Marwan al-Ashaal: Tel Aviv infastidita dal riavvicinamento tra Teheran e Il Cairo

PressTvIntervista a Marwan al-Ashaal.

Un noto analista rivela a Press TV che le relazioni bilaterali ritrovate tra l’Iran e l’Egitto, in quanto due poli potenti della Nazione islamica, irritano il regime sionista di Tel Aviv.

Il ministro degli esteri iraniano, Ali Akbar Salehi, ha incontrato il presidente egiziano Mohammed Mursi nella capitale Il Cairo e ha discusso con lui delle reciproche relazioni e della crisi in Siria. Salehi ha espresso piena disponibilità da parte dell’Iran per mettere a disposizione della nazione egiziana la propria esperienza, maturata dopo la vittoria della Rivoluzione Islamica, aggiungendo che Teheran e Il Cairo “possono completarsi a vicenda.” In vista di un ulteriore sviluppo delle relazioni bilaterali tra i due paesi, la Repubblica islamica del presidente iraniano Ahmadinejad ha già in programma, su invito della sua controparte egiziana, di recarsi Egitto all’inizio di febbraio.
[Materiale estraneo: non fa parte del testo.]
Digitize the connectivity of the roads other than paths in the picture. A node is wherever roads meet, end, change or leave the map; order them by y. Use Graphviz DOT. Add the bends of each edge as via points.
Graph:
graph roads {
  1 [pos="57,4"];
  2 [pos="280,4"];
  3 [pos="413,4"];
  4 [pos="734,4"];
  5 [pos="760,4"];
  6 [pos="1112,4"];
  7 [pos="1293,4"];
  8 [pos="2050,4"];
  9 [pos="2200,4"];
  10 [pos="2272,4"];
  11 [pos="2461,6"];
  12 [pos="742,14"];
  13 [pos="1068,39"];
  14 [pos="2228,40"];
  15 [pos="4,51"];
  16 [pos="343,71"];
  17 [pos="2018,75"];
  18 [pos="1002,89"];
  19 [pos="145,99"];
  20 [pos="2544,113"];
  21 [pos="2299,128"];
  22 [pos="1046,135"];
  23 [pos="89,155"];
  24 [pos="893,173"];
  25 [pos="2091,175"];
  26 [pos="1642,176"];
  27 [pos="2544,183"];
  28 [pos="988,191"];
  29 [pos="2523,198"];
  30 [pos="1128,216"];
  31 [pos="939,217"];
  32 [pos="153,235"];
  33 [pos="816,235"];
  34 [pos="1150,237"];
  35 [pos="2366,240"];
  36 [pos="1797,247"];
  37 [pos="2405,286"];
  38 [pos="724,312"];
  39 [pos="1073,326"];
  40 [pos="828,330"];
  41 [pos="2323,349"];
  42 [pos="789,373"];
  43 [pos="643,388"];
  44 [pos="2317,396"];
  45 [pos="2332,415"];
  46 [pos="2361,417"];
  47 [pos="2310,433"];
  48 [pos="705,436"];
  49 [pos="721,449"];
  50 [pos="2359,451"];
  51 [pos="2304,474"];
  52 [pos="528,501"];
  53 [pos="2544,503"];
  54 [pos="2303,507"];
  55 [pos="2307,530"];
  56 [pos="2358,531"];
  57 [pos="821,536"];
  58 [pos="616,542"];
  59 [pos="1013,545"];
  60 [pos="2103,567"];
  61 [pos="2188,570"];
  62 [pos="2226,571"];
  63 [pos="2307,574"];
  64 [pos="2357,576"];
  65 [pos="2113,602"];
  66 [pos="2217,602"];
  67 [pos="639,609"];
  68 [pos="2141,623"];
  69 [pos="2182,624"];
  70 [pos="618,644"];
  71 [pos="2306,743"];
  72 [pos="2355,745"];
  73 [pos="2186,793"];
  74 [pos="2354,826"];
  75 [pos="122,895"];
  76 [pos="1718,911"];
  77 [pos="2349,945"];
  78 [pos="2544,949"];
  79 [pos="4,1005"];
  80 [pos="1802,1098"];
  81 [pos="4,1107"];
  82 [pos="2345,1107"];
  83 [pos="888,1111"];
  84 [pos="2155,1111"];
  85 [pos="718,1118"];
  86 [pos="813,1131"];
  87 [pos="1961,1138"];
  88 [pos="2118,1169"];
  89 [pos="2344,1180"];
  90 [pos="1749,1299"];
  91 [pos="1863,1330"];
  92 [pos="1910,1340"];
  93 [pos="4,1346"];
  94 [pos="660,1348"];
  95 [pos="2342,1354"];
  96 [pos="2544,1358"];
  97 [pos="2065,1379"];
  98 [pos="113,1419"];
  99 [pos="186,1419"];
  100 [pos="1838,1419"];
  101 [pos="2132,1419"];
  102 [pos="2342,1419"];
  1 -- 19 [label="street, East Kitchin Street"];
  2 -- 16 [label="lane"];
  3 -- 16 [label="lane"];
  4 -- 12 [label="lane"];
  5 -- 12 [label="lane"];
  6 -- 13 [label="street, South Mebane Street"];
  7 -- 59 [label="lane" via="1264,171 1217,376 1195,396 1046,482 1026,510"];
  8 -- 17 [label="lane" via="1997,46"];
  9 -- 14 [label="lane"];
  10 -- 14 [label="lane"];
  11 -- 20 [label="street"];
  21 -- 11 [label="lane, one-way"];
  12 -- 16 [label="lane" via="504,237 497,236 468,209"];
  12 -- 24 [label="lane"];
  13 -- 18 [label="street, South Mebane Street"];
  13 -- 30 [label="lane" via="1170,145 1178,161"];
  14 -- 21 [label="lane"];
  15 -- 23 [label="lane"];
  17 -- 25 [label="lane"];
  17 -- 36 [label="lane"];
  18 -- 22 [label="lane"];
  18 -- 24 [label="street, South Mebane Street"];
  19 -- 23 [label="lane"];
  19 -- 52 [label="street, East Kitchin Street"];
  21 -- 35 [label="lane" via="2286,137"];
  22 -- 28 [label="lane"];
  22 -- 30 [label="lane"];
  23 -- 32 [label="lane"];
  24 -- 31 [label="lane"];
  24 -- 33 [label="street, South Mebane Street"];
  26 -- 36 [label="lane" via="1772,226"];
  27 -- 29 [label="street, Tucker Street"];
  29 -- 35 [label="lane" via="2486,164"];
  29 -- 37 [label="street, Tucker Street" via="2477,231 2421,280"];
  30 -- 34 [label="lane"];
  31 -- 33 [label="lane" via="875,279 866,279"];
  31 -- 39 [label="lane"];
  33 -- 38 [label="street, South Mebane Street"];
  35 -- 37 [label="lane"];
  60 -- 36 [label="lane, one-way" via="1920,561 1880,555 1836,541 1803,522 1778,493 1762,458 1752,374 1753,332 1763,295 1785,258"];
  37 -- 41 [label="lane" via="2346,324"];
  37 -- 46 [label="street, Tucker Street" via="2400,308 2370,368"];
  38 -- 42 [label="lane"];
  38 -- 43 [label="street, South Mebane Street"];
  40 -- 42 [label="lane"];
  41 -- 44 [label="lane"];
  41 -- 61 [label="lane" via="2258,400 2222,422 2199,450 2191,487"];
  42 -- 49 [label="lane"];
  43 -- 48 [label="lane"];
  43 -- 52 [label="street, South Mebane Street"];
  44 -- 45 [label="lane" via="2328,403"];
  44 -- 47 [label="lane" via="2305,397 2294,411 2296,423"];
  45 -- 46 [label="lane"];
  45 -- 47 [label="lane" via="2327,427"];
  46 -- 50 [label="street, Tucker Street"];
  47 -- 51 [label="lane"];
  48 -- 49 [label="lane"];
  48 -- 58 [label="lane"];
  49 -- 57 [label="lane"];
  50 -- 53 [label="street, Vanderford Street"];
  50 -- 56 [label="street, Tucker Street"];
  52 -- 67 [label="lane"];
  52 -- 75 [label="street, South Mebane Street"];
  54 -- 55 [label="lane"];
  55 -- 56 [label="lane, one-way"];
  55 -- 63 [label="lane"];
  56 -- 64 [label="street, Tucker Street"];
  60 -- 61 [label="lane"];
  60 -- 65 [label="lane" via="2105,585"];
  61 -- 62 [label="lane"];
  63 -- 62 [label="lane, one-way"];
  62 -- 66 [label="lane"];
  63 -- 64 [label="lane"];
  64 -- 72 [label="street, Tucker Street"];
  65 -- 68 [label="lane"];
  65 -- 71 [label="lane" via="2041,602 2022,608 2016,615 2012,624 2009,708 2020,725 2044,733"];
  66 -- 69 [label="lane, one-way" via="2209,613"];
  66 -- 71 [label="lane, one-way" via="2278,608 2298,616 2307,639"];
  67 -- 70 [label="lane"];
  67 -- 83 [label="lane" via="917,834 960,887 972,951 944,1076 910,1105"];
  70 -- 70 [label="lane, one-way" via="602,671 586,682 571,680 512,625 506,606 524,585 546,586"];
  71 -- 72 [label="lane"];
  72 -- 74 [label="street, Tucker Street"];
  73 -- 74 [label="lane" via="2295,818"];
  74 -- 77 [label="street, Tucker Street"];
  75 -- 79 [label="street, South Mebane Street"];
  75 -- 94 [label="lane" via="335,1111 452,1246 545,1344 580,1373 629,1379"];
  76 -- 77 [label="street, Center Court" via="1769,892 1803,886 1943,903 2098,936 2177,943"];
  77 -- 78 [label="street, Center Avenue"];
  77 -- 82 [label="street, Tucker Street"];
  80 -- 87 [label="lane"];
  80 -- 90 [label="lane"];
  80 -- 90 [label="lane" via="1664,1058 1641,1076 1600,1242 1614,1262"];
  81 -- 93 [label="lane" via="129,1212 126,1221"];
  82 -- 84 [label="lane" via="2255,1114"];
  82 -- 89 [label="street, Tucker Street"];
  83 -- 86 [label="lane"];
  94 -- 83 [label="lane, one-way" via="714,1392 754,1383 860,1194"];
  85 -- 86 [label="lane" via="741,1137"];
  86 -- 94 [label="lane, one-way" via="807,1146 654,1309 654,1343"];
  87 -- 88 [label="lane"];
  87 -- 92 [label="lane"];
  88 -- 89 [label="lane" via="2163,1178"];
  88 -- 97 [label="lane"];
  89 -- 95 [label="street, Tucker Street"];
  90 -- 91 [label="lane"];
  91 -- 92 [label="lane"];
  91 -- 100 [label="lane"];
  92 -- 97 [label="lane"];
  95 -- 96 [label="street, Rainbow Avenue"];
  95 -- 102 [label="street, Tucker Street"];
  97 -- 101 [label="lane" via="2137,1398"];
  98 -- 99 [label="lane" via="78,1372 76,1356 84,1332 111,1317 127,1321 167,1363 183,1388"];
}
Press TV ha realizzato un’intervista a Marwan al-Ashaal, avvocato internazionale e attivista politico dal Cairo, per far luce sulle problematiche in questione. Egli è affiancato da altri due ospiti nel programma “Analisi delle notizie” di Press TV: Sadek Saeed, professore presso l’Università americana del Cairo e Mohamed Ghanem, leader nel Regno Unito dei Fratelli Musulmani. Quello che segue è una trascrizione dell’intervista.

Press TV: Parliamo di questo equilibrio da raggiungere, per così dire, Marwan al-Ashaal, perché questo è ciò che Morsi e l’Egitto devono fare, in fondo.

Quando si parla di queste relazioni con l’Iran, questo va a scapito delle relazioni egiziane ad esempio con gli stati del Consiglio per la Cooperazione nel Golfo Persico? O, come ha detto il nostro ospite, Sadek Saeed, va a scapito degli Stati Uniti, che danno miliardi di dollari di aiuti, che è probabilmente l’ammontare del salario dell’esercito in Egitto?

Ashaal: Prima di tutto voglio parlare della rappresentanza diplomatica in visita, poi classificherò il problema in tre passaggi.

In primo luogo, il livello di rappresentanza diplomatica; un ministro degli Esteri che incontra un presidente: a livello di protocollo, questo è abbastanza inusuale, ma fa molto onore al visitatore perché significa che gode di un trattamento speciale e risulta di particolare interesse.

In secondo luogo, la situazione politica e gli standard politici dei cicli stranieri o di una politica estera di un paese sono decisioni che non decidono le piazze.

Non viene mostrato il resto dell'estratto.